[Assigned task]: Taking the first line of the listing as the start and the line containing "ring dip: (1204, 864)" as the end, reproduce everything in between exactly, both ends included.

Segment Start: Supplied material

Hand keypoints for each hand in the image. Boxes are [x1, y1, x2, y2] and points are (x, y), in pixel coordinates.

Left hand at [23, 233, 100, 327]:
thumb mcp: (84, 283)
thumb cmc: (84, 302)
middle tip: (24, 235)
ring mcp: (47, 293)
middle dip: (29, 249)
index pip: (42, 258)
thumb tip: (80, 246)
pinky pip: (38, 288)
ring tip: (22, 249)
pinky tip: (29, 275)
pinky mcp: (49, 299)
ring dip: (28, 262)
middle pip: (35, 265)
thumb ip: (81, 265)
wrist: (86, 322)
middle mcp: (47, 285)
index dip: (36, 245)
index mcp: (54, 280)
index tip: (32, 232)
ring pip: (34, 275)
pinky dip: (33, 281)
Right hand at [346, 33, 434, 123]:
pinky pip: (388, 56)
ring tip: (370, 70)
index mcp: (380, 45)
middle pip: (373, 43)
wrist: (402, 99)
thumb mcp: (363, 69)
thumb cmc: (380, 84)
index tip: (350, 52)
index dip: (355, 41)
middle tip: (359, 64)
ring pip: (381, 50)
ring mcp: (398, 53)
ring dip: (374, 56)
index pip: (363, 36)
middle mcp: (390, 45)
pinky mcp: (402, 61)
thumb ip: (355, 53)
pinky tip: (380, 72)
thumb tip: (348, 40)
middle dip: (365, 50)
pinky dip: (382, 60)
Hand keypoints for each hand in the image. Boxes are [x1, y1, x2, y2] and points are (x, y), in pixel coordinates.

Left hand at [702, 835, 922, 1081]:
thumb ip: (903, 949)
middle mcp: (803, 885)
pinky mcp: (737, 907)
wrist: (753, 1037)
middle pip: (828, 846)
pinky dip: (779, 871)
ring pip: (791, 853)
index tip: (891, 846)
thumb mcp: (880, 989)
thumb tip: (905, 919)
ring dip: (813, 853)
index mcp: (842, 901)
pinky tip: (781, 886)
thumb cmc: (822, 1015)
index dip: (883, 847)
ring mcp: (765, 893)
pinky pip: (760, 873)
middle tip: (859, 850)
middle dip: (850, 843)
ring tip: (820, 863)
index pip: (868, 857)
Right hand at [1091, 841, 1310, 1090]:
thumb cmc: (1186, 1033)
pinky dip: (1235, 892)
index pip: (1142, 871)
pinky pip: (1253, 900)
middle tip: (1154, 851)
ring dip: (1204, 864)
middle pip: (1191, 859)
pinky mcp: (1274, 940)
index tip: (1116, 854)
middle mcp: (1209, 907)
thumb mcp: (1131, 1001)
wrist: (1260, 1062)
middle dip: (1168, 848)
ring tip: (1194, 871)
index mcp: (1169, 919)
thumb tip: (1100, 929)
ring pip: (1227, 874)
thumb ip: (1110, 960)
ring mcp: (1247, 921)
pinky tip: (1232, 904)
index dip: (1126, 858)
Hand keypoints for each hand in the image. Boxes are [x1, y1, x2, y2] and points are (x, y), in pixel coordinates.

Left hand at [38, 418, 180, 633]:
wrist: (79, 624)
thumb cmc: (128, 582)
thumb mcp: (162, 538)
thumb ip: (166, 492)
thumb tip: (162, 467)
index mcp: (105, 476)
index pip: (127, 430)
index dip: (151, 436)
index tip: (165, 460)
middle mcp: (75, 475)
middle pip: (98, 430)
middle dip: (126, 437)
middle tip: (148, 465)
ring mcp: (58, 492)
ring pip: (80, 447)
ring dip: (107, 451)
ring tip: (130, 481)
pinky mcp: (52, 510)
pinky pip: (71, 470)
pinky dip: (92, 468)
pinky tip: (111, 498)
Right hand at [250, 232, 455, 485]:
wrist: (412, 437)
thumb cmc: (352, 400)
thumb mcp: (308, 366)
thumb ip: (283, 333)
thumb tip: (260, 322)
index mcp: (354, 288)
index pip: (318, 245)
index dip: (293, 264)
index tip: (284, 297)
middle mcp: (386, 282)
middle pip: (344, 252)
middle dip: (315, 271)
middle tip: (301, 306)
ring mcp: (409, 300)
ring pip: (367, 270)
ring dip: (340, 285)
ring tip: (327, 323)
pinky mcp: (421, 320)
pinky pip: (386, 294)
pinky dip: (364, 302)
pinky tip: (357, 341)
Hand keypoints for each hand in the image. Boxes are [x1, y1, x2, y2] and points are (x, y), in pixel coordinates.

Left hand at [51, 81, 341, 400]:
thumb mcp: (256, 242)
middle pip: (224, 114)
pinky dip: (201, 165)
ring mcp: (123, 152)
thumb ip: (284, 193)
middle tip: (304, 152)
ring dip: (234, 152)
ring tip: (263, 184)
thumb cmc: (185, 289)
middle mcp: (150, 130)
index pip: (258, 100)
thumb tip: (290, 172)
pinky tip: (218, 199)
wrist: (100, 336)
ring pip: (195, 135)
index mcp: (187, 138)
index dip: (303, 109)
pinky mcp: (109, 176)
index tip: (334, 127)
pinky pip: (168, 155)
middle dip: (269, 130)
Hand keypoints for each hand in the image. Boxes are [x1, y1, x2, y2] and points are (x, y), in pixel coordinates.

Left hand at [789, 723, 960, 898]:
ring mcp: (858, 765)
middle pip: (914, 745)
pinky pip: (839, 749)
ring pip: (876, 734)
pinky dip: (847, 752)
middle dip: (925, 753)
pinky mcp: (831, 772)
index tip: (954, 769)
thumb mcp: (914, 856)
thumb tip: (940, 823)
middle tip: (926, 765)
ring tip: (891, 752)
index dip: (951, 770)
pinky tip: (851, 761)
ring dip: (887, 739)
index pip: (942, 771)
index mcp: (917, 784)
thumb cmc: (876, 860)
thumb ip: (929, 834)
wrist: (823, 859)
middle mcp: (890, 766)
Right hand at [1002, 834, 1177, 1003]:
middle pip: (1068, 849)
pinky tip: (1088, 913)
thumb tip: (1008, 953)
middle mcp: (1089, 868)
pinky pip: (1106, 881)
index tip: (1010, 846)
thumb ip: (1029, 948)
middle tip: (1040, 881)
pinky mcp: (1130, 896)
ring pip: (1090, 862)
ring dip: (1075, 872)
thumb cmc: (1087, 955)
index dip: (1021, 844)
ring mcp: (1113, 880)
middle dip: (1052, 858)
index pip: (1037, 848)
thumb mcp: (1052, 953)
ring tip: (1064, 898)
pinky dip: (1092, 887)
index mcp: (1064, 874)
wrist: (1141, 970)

Segment End: Supplied material

[Result]:
Hand keypoints for each hand in the image. Boxes are [x1, y1, x2, y2] and points are (x, y), in pixel coordinates.

Left hand at [23, 233, 100, 327]:
thumb mcp: (84, 283)
thumb cmc: (84, 302)
middle tip: (24, 235)
ring mcp: (47, 293)
middle dip: (29, 249)
index pip: (42, 258)
thumb tip: (80, 246)
pinky pip: (38, 288)
ring tip: (22, 249)
pinky tip: (29, 275)
pinky mcp: (49, 299)
ring dip: (28, 262)
middle pip: (35, 265)
thumb ip: (81, 265)
wrist: (86, 322)
middle mcp: (47, 285)
index dip: (36, 245)
index mcp: (54, 280)
index tip: (32, 232)
ring pip: (34, 275)
pinky dip: (33, 281)
Right hand at [346, 33, 434, 123]:
pinky pip: (388, 56)
ring tip: (370, 70)
index mcp: (380, 45)
middle pip: (373, 43)
wrist: (402, 99)
thumb mcp: (363, 69)
thumb cmc: (380, 84)
index tip: (350, 52)
index dip: (355, 41)
middle tip: (359, 64)
ring pip: (381, 50)
ring mcp: (398, 53)
ring dip: (374, 56)
index pip: (363, 36)
middle mcp: (390, 45)
pinky mcp: (402, 61)
thumb ip: (355, 53)
pinky tip: (380, 72)
thumb tip: (348, 40)
middle dip: (365, 50)
pinky dip: (382, 60)
Hand keypoints for each hand in the image. Boxes are [x1, y1, x2, y2] and points are (x, y), in pixel coordinates.

Left hand at [702, 835, 922, 1081]:
thumb ip: (903, 949)
middle mcp: (803, 885)
pinky mcp: (737, 907)
wrist: (753, 1037)
middle pip: (828, 846)
pinky dip: (779, 871)
ring pip: (791, 853)
index tip: (891, 846)
thumb mcp: (880, 989)
thumb tip: (905, 919)
ring dip: (813, 853)
index mcp: (842, 901)
pinky tip: (781, 886)
thumb cmc: (822, 1015)
index dip: (883, 847)
ring mcp: (765, 893)
pinky pip: (760, 873)
middle tip: (859, 850)
middle dip: (850, 843)
ring tip: (820, 863)
index pip: (868, 857)
Right hand at [1091, 841, 1310, 1090]:
thumb cmc: (1186, 1033)
pinky dip: (1235, 892)
index pip: (1142, 871)
pinky pip: (1253, 900)
middle tip: (1154, 851)
ring dip: (1204, 864)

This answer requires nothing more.